Reunions are practically invented for storytellers. “There’s this amazing dramatic structure built into our lives as college graduates who are invited to return to campus every five years,” says the South African-born, Australian writer Ceridwen Dovey ’03. “It becomes this built-in ritual, as time passes, to take stock of who we once were, and who we are now. That’s not always only a pleasant experience, of course.”
Events turn especially unpleasant for the five Harvard classmates in her new novel, Life After Truth. Inspired by emotional experiences from her own fifteenth reunion, the book follows these accomplished friends as they gather to sleep, shower, and reminisce in the dorms of their youth amid revelations about questionable life choices and their searches for happiness. The angst comes to a head when another classmate, the infamous Frederick Reese, turns up dead. If Dovey’s fiction feels fused to facts—the book opens with replicas Red Book class report entries penned by each character—note that Reese is the the son of, and senior adviser to, the new and highly controversial U.S. president.
Jared Kushner is Dovey’s classmate, as is Natalie Portman (the novel's main characters are the loyal college friends of a fictionalized Hollywood alumna, Juliet Hartley). And a small group of 2003 classmates did criticize Kushner—as in “Shame on you, Jared Kushner”—in their fifteenth-anniversary Red Book entries. In the novel, as in reality, Reese is cast as a lightning rod. Dovey mines these facts and human reactions—to fame, power, status, and dawning middle age—in building a central theme: the struggle to find authentic love and fulfillment in a populist, digitized age.
Life After Truth’s exploration of “contemporary manners and modern life,” she acknowledges, is a change from her previous work. The allegorical stories Blood Kin and Only the Animals looked at political authoritarianism; the nonfiction Inner Worlds Outer Spaces (published last year) elucidates the working lives of people who love what they do. Her reliance on fables, she says, largely reflected “existential angst over what right I had to have a voice at all, as someone born as a white South African. For the first two decades of my writing life, that was my obsession: figuring out how to atone for that in my writing, and how to speak the things I had to say from ground that didn't ever feel stable.” This newest novel (released in the United States as an Audible Original, with the print version due out in Australia in November) offered the chance not to “dwell so much on the darker emotions,” she adds. “I think it’s Ian McEwan who said that, as a writer, as he got older, he began to want things to start to go right—whereas many younger writers embrace the trap of nihilism. I feel that, too, and so it was a creative experiment for me, a challenge, to find a voice that was warmer, more accessible, less anguished about big ideas like power-abuse and complicity, and prepared to accept that it is okay to write a novel about the minutiae of everyday lives.”
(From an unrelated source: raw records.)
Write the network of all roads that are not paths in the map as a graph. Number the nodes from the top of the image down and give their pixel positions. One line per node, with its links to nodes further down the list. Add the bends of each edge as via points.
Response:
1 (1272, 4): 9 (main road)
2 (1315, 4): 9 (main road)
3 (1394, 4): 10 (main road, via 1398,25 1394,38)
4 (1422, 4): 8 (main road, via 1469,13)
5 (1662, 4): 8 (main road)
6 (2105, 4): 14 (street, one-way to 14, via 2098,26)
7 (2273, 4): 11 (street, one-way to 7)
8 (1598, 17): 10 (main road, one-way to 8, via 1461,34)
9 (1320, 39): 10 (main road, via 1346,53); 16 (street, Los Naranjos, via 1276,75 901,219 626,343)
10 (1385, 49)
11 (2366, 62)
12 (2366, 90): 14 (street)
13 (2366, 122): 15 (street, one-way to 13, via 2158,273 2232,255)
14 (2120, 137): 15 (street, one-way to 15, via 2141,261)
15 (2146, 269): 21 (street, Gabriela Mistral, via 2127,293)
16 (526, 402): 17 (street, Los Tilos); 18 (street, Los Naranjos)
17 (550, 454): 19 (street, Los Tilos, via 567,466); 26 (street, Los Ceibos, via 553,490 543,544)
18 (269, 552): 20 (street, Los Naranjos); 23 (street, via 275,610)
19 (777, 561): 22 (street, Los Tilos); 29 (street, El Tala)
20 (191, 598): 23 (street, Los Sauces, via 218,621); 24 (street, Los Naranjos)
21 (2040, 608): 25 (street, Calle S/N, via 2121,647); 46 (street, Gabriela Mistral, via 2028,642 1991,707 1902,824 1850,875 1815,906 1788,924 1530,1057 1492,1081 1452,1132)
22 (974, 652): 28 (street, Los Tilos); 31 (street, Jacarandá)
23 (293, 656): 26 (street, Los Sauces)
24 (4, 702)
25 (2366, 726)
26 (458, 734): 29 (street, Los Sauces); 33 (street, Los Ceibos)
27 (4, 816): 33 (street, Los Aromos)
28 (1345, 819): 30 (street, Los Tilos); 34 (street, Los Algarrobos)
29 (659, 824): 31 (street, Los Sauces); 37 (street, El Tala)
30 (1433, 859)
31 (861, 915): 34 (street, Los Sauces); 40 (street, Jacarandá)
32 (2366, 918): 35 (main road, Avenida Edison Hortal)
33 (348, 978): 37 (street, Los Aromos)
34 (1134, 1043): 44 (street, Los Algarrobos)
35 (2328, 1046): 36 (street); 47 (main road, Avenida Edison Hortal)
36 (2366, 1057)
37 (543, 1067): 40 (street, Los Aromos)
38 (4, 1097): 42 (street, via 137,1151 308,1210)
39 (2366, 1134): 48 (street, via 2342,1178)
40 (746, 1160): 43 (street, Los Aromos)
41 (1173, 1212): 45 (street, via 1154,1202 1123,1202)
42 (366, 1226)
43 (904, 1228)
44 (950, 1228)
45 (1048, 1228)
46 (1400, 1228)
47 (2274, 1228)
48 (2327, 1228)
The novel captures in telling details the melancholy-tinged reflections that can arise as classmates depart the reunion:
The tent had already been dismantled, she’d noticed through the car window, leaving ghostly marks on the lawn in the shape of how things had been. In front of the wrought-iron gate, chairs had been stacked and trestle tables folded and flattened. Empty wine bottles awaited recycling in neat clusters, and flower arrangements sat wilting on the sidewalk, their best hours behind them.
For a moment, Mariam had imagined returning to that campus for their twentieth reunion. Maybe, by then, she and Rowan and their friends and classmates—those among them who were destined to survive the next five years—would no longer care that their youth had well and truly vanished. Conscious of the gentle consolations of early middle age, they would simply be happy to be there, grateful to have been spared.